Task instructions => Reproduce the whole of the records exactly, and make sure no picture is carried into the result.

Data under study =>
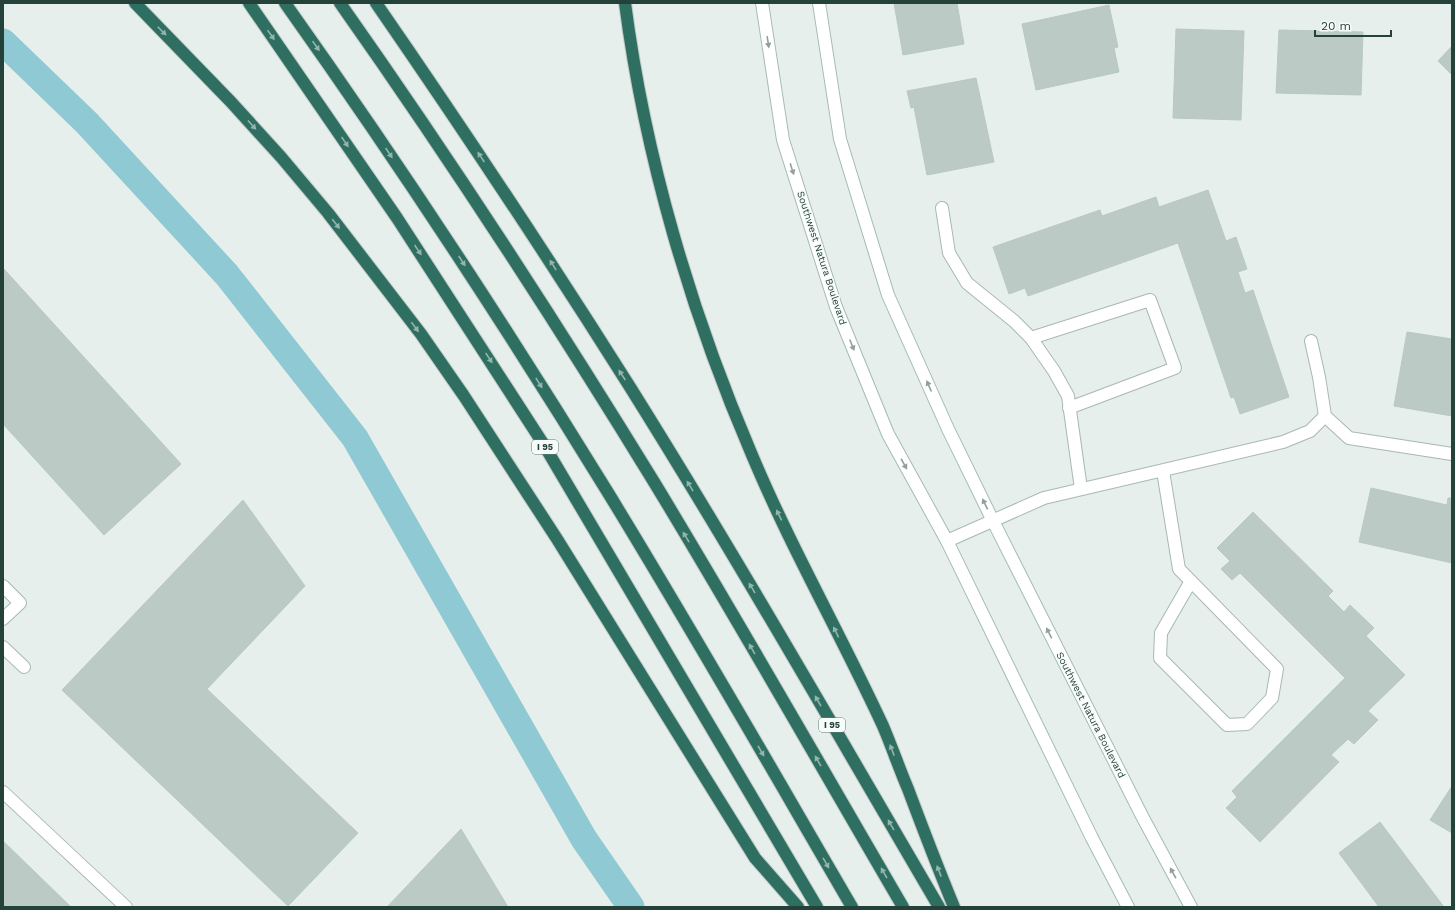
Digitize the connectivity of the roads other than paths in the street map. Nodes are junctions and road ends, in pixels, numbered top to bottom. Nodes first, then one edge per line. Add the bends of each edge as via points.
1 (134, 3) edge
2 (249, 3) edge
3 (285, 3) edge
4 (340, 3) edge
5 (376, 3) edge
6 (625, 3) edge
7 (762, 3) edge
8 (819, 3) edge
9 (942, 208) dead end
10 (1031, 338) junction
11 (1311, 341) dead end
12 (1070, 408) junction
13 (1325, 416) junction
14 (1452, 454) edge
15 (1163, 471) junction
16 (1081, 489) junction
17 (993, 521) junction
18 (947, 541) junction
19 (1191, 582) junction
20 (3, 586) edge
21 (3, 619) edge
22 (3, 647) edge
23 (24, 667) dead end
24 (3, 792) edge
25 (126, 907) edge
26 (798, 907) edge
27 (818, 907) edge
28 (852, 907) edge
29 (903, 907) edge
30 (939, 907) edge
31 (954, 907) edge
32 (1128, 907) edge
33 (1191, 907) edge

1 -> 26 highway via 281,157 328,213 421,334 557,539 755,858
2 -> 27 highway, I 95 via 397,218 544,445
3 -> 28 highway via 426,208 544,391 692,631
29 -> 4 highway via 706,570 581,366 460,179
30 -> 5 highway, I 95 via 729,549 630,387 532,232
31 -> 6 highway via 884,728 774,505 720,377 692,296 659,180
7 -> 18 street, Southwest Natura Boulevard via 783,140 836,307 888,434
17 -> 8 street, Southwest Natura Boulevard via 948,429 888,295 840,139
9 - 10 street via 950,253 967,283
10 - 12 street via 1068,396
10 - 12 street via 1150,300 1175,368
11 - 13 street
12 - 16 street
13 - 14 street via 1349,438
13 - 15 street via 1310,430 1283,442
15 - 16 street
15 - 19 street via 1178,569
16 - 17 street via 1044,498
17 - 18 street
33 -> 17 street, Southwest Natura Boulevard via 1142,816
18 - 32 street, Southwest Natura Boulevard
19 - 19 street via 1277,669 1272,698 1247,724 1227,725 1160,658 1161,633
20 - 21 street via 20,603
22 - 23 street
24 - 25 street

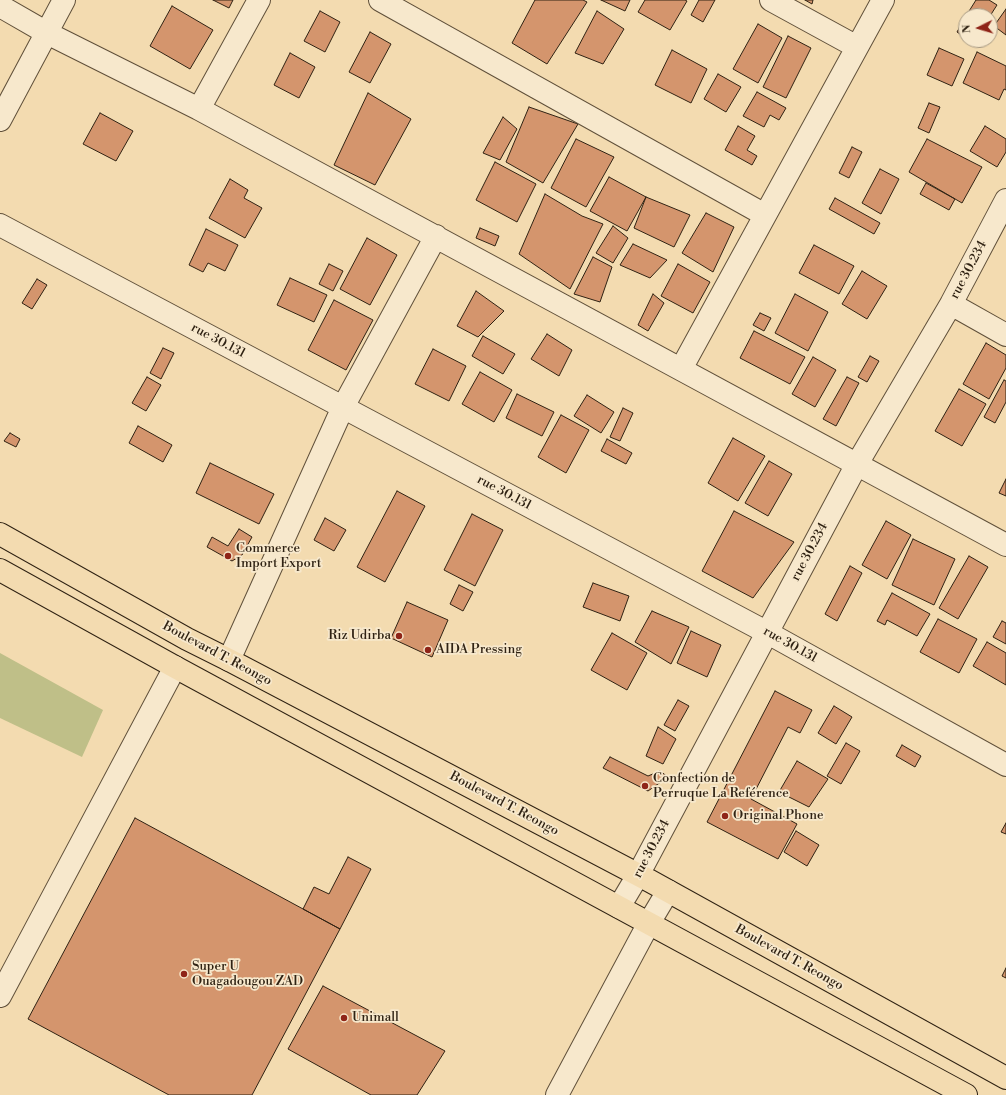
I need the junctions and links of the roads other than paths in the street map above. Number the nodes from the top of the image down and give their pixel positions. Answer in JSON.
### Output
{"nodes":[{"id":1,"x":64,"y":0,"type":"edge"},
{"id":2,"x":259,"y":0,"type":"edge"},
{"id":3,"x":380,"y":0,"type":"edge"},
{"id":4,"x":771,"y":0,"type":"edge"},
{"id":5,"x":883,"y":0,"type":"edge"},
{"id":6,"x":0,"y":6,"type":"edge"},
{"id":7,"x":47,"y":33,"type":"junction"},
{"id":8,"x":857,"y":47,"type":"junction"},
{"id":9,"x":199,"y":109,"type":"junction"},
{"id":10,"x":0,"y":120,"type":"edge"},
{"id":11,"x":1006,"y":200,"type":"edge"},
{"id":12,"x":765,"y":215,"type":"junction"},
{"id":13,"x":0,"y":225,"type":"edge"},
{"id":14,"x":436,"y":236,"type":"junction"},
{"id":15,"x":951,"y":304,"type":"junction"},
{"id":16,"x":1006,"y":335,"type":"edge"},
{"id":17,"x":681,"y":369,"type":"junction"},
{"id":18,"x":343,"y":407,"type":"junction"},
{"id":19,"x":857,"y":464,"type":"junction"},
{"id":20,"x":0,"y":534,"type":"edge"},
{"id":21,"x":1006,"y":545,"type":"edge"},
{"id":22,"x":0,"y":570,"type":"edge"},
{"id":23,"x":768,"y":632,"type":"junction"},
{"id":24,"x":229,"y":660,"type":"junction"},
{"id":25,"x":175,"y":667,"type":"junction"},
{"id":26,"x":1006,"y":765,"type":"edge"},
{"id":27,"x":638,"y":875,"type":"junction"},
{"id":28,"x":668,"y":891,"type":"junction"},
{"id":29,"x":619,"y":907,"type":"junction"},
{"id":30,"x":649,"y":924,"type":"junction"},
{"id":31,"x":0,"y":996,"type":"edge"},
{"id":32,"x":1006,"y":1078,"type":"edge"},
{"id":33,"x":557,"y":1095,"type":"edge"},
{"id":34,"x":966,"y":1095,"type":"edge"}],
"edges":[{"from":1,"to":7,"type":"street"},
{"from":2,"to":9,"type":"street"},
{"from":3,"to":12,"type":"street"},
{"from":4,"to":8,"type":"street"},
{"from":5,"to":8,"type":"street"},
{"from":6,"to":7,"type":"street"},
{"from":7,"to":9,"type":"street"},
{"from":7,"to":10,"type":"street"},
{"from":8,"to":12,"type":"street"},
{"from":9,"to":14,"type":"street"},
{"from":11,"to":15,"type":"street","name":"rue 30.234"},
{"from":12,"to":17,"type":"street"},
{"from":13,"to":18,"type":"street","name":"rue 30.131"},
{"from":14,"to":17,"type":"street"},
{"from":14,"to":18,"type":"street"},
{"from":15,"to":16,"type":"street"},
{"from":15,"to":19,"type":"street","name":"rue 30.234"},
{"from":17,"to":19,"type":"street"},
{"from":18,"to":23,"type":"street","name":"rue 30.131"},
{"from":18,"to":24,"type":"street"},
{"from":19,"to":21,"type":"street"},
{"from":19,"to":23,"type":"street","name":"rue 30.234"},
{"from":20,"to":24,"type":"main road","name":"Boulevard T. Reongo"},
{"from":22,"to":25,"type":"main road"},
{"from":23,"to":26,"type":"street","name":"rue 30.131"},
{"from":23,"to":27,"type":"street","name":"rue 30.234"},
{"from":24,"to":27,"type":"main road","name":"Boulevard T. Reongo"},
{"from":25,"to":29,"type":"main road"},
{"from":25,"to":31,"type":"street"},
{"from":27,"to":28,"type":"main road","name":"Boulevard T. Reongo"},
{"from":27,"to":29,"type":"street","name":"rue 30.234"},
{"from":28,"to":30,"type":"street"},
{"from":28,"to":32,"type":"main road","name":"Boulevard T. Reongo"},
{"from":29,"to":30,"type":"main road"},
{"from":30,"to":33,"type":"street"},
{"from":30,"to":34,"type":"main road"}]}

Output for this task =>
Digitize the connectivity of the roads other than paths in the street map. Nodes are junctions and road ends, in pixels, numbered top to bottom. Nodes first, then one edge per line. Add the bends of each edge as via points.
1 (134, 3) edge
2 (249, 3) edge
3 (285, 3) edge
4 (340, 3) edge
5 (376, 3) edge
6 (625, 3) edge
7 (762, 3) edge
8 (819, 3) edge
9 (942, 208) dead end
10 (1031, 338) junction
11 (1311, 341) dead end
12 (1070, 408) junction
13 (1325, 416) junction
14 (1452, 454) edge
15 (1163, 471) junction
16 (1081, 489) junction
17 (993, 521) junction
18 (947, 541) junction
19 (1191, 582) junction
20 (3, 586) edge
21 (3, 619) edge
22 (3, 647) edge
23 (24, 667) dead end
24 (3, 792) edge
25 (126, 907) edge
26 (798, 907) edge
27 (818, 907) edge
28 (852, 907) edge
29 (903, 907) edge
30 (939, 907) edge
31 (954, 907) edge
32 (1128, 907) edge
33 (1191, 907) edge

1 -> 26 highway via 281,157 328,213 421,334 557,539 755,858
2 -> 27 highway, I 95 via 397,218 544,445
3 -> 28 highway via 426,208 544,391 692,631
29 -> 4 highway via 706,570 581,366 460,179
30 -> 5 highway, I 95 via 729,549 630,387 532,232
31 -> 6 highway via 884,728 774,505 720,377 692,296 659,180
7 -> 18 street, Southwest Natura Boulevard via 783,140 836,307 888,434
17 -> 8 street, Southwest Natura Boulevard via 948,429 888,295 840,139
9 - 10 street via 950,253 967,283
10 - 12 street via 1068,396
10 - 12 street via 1150,300 1175,368
11 - 13 street
12 - 16 street
13 - 14 street via 1349,438
13 - 15 street via 1310,430 1283,442
15 - 16 street
15 - 19 street via 1178,569
16 - 17 street via 1044,498
17 - 18 street
33 -> 17 street, Southwest Natura Boulevard via 1142,816
18 - 32 street, Southwest Natura Boulevard
19 - 19 street via 1277,669 1272,698 1247,724 1227,725 1160,658 1161,633
20 - 21 street via 20,603
22 - 23 street
24 - 25 street

I need the junctions and links of the roads other than paths in the street map above. Number the nodes from the top of the image down and give their pixel positions. Answer in JSON.
### Output
{"nodes":[{"id":1,"x":64,"y":0,"type":"edge"},
{"id":2,"x":259,"y":0,"type":"edge"},
{"id":3,"x":380,"y":0,"type":"edge"},
{"id":4,"x":771,"y":0,"type":"edge"},
{"id":5,"x":883,"y":0,"type":"edge"},
{"id":6,"x":0,"y":6,"type":"edge"},
{"id":7,"x":47,"y":33,"type":"junction"},
{"id":8,"x":857,"y":47,"type":"junction"},
{"id":9,"x":199,"y":109,"type":"junction"},
{"id":10,"x":0,"y":120,"type":"edge"},
{"id":11,"x":1006,"y":200,"type":"edge"},
{"id":12,"x":765,"y":215,"type":"junction"},
{"id":13,"x":0,"y":225,"type":"edge"},
{"id":14,"x":436,"y":236,"type":"junction"},
{"id":15,"x":951,"y":304,"type":"junction"},
{"id":16,"x":1006,"y":335,"type":"edge"},
{"id":17,"x":681,"y":369,"type":"junction"},
{"id":18,"x":343,"y":407,"type":"junction"},
{"id":19,"x":857,"y":464,"type":"junction"},
{"id":20,"x":0,"y":534,"type":"edge"},
{"id":21,"x":1006,"y":545,"type":"edge"},
{"id":22,"x":0,"y":570,"type":"edge"},
{"id":23,"x":768,"y":632,"type":"junction"},
{"id":24,"x":229,"y":660,"type":"junction"},
{"id":25,"x":175,"y":667,"type":"junction"},
{"id":26,"x":1006,"y":765,"type":"edge"},
{"id":27,"x":638,"y":875,"type":"junction"},
{"id":28,"x":668,"y":891,"type":"junction"},
{"id":29,"x":619,"y":907,"type":"junction"},
{"id":30,"x":649,"y":924,"type":"junction"},
{"id":31,"x":0,"y":996,"type":"edge"},
{"id":32,"x":1006,"y":1078,"type":"edge"},
{"id":33,"x":557,"y":1095,"type":"edge"},
{"id":34,"x":966,"y":1095,"type":"edge"}],
"edges":[{"from":1,"to":7,"type":"street"},
{"from":2,"to":9,"type":"street"},
{"from":3,"to":12,"type":"street"},
{"from":4,"to":8,"type":"street"},
{"from":5,"to":8,"type":"street"},
{"from":6,"to":7,"type":"street"},
{"from":7,"to":9,"type":"street"},
{"from":7,"to":10,"type":"street"},
{"from":8,"to":12,"type":"street"},
{"from":9,"to":14,"type":"street"},
{"from":11,"to":15,"type":"street","name":"rue 30.234"},
{"from":12,"to":17,"type":"street"},
{"from":13,"to":18,"type":"street","name":"rue 30.131"},
{"from":14,"to":17,"type":"street"},
{"from":14,"to":18,"type":"street"},
{"from":15,"to":16,"type":"street"},
{"from":15,"to":19,"type":"street","name":"rue 30.234"},
{"from":17,"to":19,"type":"street"},
{"from":18,"to":23,"type":"street","name":"rue 30.131"},
{"from":18,"to":24,"type":"street"},
{"from":19,"to":21,"type":"street"},
{"from":19,"to":23,"type":"street","name":"rue 30.234"},
{"from":20,"to":24,"type":"main road","name":"Boulevard T. Reongo"},
{"from":22,"to":25,"type":"main road"},
{"from":23,"to":26,"type":"street","name":"rue 30.131"},
{"from":23,"to":27,"type":"street","name":"rue 30.234"},
{"from":24,"to":27,"type":"main road","name":"Boulevard T. Reongo"},
{"from":25,"to":29,"type":"main road"},
{"from":25,"to":31,"type":"street"},
{"from":27,"to":28,"type":"main road","name":"Boulevard T. Reongo"},
{"from":27,"to":29,"type":"street","name":"rue 30.234"},
{"from":28,"to":30,"type":"street"},
{"from":28,"to":32,"type":"main road","name":"Boulevard T. Reongo"},
{"from":29,"to":30,"type":"main road"},
{"from":30,"to":33,"type":"street"},
{"from":30,"to":34,"type":"main road"}]}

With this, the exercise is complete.